PROBLEM DESCRIPTION. Below are some entries. Count the lines where "edges" appears and state only that number.

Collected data
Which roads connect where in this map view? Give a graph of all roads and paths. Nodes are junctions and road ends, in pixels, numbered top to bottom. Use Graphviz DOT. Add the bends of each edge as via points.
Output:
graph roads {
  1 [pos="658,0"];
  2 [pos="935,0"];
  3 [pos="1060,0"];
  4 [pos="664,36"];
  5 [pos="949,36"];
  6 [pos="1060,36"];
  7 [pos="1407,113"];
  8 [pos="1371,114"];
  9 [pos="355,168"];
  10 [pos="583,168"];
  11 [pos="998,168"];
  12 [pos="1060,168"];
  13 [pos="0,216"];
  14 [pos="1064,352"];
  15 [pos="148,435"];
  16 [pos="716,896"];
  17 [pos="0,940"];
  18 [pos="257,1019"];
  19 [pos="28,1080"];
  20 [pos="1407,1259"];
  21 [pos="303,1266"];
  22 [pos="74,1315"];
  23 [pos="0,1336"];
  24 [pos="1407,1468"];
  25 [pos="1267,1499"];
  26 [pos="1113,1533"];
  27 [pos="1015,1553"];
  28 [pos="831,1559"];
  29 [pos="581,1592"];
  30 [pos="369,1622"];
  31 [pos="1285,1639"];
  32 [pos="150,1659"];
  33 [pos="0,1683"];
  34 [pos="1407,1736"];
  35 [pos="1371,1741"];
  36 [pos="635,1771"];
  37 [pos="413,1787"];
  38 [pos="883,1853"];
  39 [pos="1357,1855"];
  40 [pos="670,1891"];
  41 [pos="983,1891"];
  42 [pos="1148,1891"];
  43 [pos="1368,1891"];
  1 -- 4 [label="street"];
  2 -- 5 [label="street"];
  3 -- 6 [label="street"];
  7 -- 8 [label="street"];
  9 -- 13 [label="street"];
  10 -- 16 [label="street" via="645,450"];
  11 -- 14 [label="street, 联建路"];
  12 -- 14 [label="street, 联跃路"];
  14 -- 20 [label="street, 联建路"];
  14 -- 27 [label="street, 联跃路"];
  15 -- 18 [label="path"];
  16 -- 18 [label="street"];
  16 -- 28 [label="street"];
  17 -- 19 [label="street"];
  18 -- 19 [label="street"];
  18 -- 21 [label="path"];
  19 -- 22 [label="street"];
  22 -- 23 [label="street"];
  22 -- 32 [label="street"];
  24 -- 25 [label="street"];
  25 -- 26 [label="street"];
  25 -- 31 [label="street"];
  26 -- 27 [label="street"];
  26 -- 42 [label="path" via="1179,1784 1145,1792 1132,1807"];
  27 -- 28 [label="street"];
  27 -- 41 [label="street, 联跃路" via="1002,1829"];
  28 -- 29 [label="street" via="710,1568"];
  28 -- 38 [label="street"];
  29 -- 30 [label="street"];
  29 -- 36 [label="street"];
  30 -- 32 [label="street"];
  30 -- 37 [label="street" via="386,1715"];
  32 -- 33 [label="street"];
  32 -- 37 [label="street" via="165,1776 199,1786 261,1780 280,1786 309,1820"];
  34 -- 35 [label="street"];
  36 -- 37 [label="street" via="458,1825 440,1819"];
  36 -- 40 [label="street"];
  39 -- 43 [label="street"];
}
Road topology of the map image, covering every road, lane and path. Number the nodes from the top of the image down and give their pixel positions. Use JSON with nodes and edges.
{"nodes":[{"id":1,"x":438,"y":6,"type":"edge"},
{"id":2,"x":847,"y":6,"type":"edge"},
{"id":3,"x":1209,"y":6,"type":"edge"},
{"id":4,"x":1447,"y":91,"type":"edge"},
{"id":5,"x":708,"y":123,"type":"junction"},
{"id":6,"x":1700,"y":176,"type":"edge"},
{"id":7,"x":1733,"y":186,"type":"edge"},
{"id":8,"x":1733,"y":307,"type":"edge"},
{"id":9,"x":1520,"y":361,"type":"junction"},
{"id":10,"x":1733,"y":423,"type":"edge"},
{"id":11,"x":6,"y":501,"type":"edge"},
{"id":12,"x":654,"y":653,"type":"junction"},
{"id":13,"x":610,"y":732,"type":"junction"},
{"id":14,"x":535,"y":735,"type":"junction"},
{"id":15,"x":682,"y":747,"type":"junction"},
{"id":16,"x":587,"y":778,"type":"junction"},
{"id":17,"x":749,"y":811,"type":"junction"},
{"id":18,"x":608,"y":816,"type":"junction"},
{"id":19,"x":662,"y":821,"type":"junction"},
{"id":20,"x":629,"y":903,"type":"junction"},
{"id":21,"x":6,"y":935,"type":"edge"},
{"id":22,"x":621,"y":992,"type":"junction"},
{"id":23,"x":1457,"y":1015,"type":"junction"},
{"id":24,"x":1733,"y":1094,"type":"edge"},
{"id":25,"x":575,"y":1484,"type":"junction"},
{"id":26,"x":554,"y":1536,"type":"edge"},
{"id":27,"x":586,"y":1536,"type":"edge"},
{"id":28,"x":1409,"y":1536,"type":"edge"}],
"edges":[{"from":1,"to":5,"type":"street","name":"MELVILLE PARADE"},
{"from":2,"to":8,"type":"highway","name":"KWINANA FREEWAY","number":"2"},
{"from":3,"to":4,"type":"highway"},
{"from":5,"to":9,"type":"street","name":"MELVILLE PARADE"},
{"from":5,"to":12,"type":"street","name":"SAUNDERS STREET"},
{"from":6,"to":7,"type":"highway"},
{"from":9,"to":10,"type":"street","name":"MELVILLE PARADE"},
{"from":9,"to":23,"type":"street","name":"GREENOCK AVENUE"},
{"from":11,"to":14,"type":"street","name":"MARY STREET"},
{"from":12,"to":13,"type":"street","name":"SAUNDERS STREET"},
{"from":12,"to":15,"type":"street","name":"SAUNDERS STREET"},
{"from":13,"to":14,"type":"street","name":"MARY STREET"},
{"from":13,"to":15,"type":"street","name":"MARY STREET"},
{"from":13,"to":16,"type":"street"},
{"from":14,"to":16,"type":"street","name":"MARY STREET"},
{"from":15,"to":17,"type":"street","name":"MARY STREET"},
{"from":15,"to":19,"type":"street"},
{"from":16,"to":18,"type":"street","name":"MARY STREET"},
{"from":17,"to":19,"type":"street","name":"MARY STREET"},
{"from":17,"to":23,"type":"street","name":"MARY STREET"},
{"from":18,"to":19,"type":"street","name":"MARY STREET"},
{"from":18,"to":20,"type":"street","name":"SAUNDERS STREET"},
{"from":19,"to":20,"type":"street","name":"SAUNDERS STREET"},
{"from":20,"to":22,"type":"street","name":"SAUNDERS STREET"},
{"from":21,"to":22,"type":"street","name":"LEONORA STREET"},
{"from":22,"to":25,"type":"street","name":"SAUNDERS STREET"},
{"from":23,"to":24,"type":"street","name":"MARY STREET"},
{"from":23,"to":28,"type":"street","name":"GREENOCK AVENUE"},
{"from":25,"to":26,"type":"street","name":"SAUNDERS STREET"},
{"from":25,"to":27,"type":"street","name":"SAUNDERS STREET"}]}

TASK SOLUTION. 2